Authorisation is handled by OS file-system permissions, but there’s a little twist. Using OS permissions, or even filesystem ACLs, you can only get repo-level granularity for reads and writes (i.e., you can say Alice can read the repo, Bob can read and write, and Carol cannot do either, but that;s it).
git: (git://my.server/path/to/repo
). This is an UNAUTHENTICATED protocol, useful only for allowing clones of publicly accessible repos. If they can reach port 9418 on your server, they can get it. Pushes are disabled by default, and – needless to say – you must NEVER enable them!
This protocol is handled by the special ‘git-daemon’ program, which you can run either directly or via inetd/xinetd. Please see its man page etc for details.

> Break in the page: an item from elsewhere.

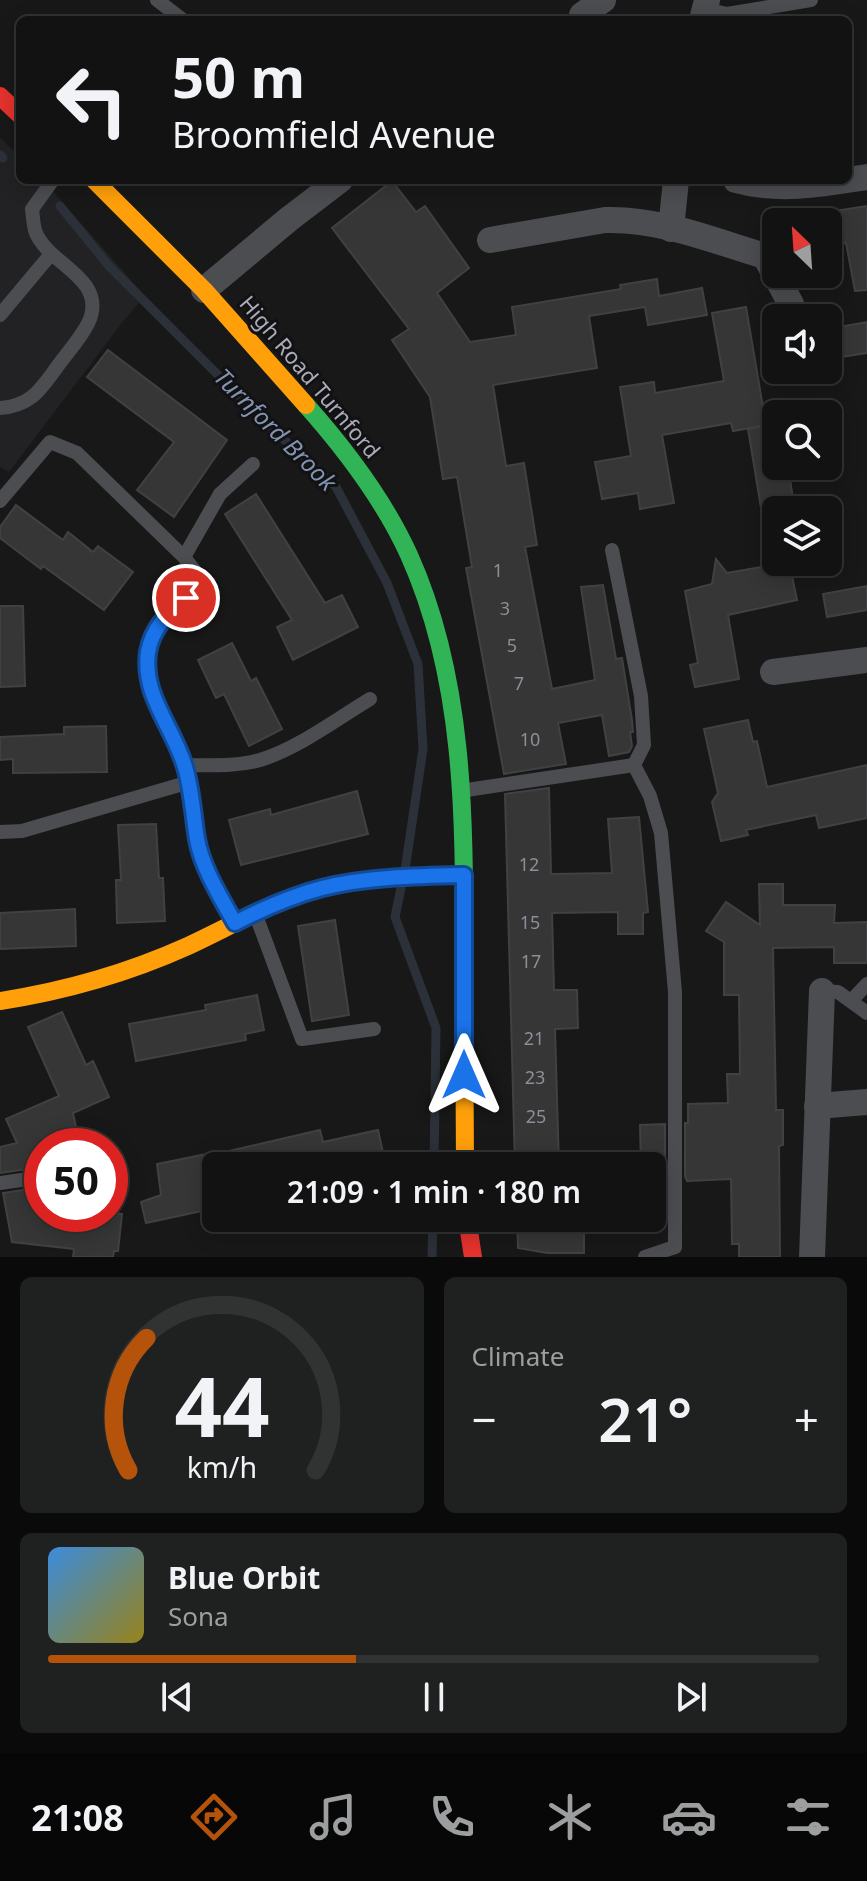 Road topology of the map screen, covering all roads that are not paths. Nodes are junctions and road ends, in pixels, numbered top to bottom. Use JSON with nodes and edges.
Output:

There are many situations where you need to establish limits on what someone can do. When you have a number of developers, with varying levels of experience and expertise, accessing a number of repos, and different branches in different repos have different levels of “importance”, you need some serious authorisation tool.
Gitolite is the best such tool I know (blame author bias if you don’t agree!). It comes with a quick install section, plus lots and lots of documentation.
Other tools exist, but they are all web-based. “Gerrit code review” is the most powerful of the free ones, but it’s much more focused on (and much more useful for) code review / workflow enforcement. Less capable tools are gitorious, gitlab, and so on (I don’t believe any of them has the kind of branch level and file/directory level access controls that Gitolite has).
For open source projects or if you don’t mind paying a small amount of money, Github is very nice. (Gitolite’s primary host is Github, and I have no other relationship with them than being a free user). Github’s access control is not at all fine-grained so it’s best if it’s used only as a “meeting point” server for your team, and not as a “source of truth”.